Philippa’s answer When we are used to having our own space and then suddenly we are sharing it, we need to learn to ask for alone time. What seems to be happening is that rather than asking for space, your partner just becomes distant. Have a conversation about this and about how it affects you and together work out a way that he can communicate his needs and have them met, rather than just going cold on you.
I wonder if his comment about not feeling as attracted to you might be masking a more complex issue, perhaps feelings of inadequacy or anxiety about sexual performance. It’s possible that his difficulties with maintaining an erection could be contributing to feelings of shame, which may then be projected on to you in the form of this unkind comment about attraction. Is he just blaming you rather than looking into himself?
Perhaps the fact you are now living together and you are fully available to him might be affecting his attraction to you. Sometimes people (usually the man) feel that when the chase is over, so too is the excitement. If his attraction is fading, because he doesn’t feel the thrill of the chase, then the real question is: what does he want in a long-term partnership? Does he want the excitement of constantly pursuing someone, or does he value the deeper connection that comes with emotional intimacy? It’s the latter that sustains long-term relationships. Perhaps he’s not yet comfortable with the emotional vulnerability that comes with truly knowing and being known by someone. His suggestion of holding hands sounds as if he might be trying to reconnect emotionally, but doesn’t fully know how to communicate what’s really going on for him.

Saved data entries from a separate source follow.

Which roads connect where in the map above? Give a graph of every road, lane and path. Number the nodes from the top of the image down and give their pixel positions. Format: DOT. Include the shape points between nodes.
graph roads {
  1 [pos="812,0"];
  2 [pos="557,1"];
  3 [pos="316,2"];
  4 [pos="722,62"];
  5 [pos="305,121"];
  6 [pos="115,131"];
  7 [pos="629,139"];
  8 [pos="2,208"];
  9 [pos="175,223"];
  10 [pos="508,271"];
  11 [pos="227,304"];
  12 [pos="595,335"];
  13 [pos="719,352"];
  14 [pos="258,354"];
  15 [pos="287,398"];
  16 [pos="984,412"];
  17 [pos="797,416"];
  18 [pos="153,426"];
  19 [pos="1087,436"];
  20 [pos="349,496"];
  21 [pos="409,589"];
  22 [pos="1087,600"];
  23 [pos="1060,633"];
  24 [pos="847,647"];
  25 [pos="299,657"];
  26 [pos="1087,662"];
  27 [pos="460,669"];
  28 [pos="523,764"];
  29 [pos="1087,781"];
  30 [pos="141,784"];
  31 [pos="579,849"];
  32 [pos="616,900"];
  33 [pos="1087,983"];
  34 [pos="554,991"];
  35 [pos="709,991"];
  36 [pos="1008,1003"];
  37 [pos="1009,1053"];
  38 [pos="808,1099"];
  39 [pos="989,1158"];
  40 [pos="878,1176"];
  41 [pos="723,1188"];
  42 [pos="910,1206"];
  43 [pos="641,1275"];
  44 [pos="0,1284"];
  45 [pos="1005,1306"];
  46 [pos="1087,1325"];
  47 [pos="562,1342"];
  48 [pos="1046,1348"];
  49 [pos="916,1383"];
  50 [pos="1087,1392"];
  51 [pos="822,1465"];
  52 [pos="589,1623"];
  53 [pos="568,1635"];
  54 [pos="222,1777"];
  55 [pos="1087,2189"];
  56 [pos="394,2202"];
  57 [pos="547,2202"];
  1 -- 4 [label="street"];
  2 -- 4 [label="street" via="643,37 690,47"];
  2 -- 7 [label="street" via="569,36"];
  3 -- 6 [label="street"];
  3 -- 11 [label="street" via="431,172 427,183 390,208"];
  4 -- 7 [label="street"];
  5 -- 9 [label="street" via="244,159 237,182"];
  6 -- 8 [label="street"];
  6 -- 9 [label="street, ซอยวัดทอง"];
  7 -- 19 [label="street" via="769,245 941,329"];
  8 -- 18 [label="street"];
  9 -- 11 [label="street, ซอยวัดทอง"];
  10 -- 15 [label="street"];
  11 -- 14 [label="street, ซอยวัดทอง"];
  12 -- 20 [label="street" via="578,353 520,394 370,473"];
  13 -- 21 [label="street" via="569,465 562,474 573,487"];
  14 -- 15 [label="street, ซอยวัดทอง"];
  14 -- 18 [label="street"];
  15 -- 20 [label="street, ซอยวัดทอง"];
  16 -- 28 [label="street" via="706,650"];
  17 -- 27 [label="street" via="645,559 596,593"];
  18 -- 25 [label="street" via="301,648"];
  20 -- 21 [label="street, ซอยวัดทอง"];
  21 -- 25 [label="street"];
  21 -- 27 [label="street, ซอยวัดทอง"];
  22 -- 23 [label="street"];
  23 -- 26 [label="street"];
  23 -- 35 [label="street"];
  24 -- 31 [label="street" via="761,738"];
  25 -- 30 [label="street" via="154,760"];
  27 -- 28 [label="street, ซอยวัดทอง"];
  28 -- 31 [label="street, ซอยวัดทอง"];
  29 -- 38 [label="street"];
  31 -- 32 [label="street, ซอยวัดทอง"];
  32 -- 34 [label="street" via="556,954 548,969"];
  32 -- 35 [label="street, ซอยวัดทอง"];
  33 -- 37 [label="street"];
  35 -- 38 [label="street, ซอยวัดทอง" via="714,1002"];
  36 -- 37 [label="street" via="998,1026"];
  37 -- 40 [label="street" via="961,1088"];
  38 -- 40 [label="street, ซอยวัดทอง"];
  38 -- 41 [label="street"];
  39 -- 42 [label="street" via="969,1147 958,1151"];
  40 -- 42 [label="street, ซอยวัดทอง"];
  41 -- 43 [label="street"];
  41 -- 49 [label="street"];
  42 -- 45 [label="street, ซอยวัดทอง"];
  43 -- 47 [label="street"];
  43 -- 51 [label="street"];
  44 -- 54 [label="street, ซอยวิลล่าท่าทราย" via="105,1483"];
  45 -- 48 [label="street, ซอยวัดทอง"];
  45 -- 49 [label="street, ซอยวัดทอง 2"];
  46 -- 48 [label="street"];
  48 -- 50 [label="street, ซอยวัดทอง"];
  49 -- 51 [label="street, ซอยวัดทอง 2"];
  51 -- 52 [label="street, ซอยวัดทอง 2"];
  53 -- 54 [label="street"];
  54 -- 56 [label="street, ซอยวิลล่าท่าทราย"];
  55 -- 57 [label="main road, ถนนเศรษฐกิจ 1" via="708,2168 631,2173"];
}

Are you so focused on fertility treatments and day-to-day stresses that there’s little space left for playfulness, curiosity or exploration? It might be helpful to think about how you can rediscover each other outside these stresses. Sometimes, when there is pressure around sex, it can create a sense of performance anxiety for both partners, which affects how they feel about the relationship. Talking together about what sex means to each of you aside from fertility could bring you more clarity. Is it about becoming closer, or physical release? Individual or mutual pleasure? Where do equality, power or surrender come into play for each of you?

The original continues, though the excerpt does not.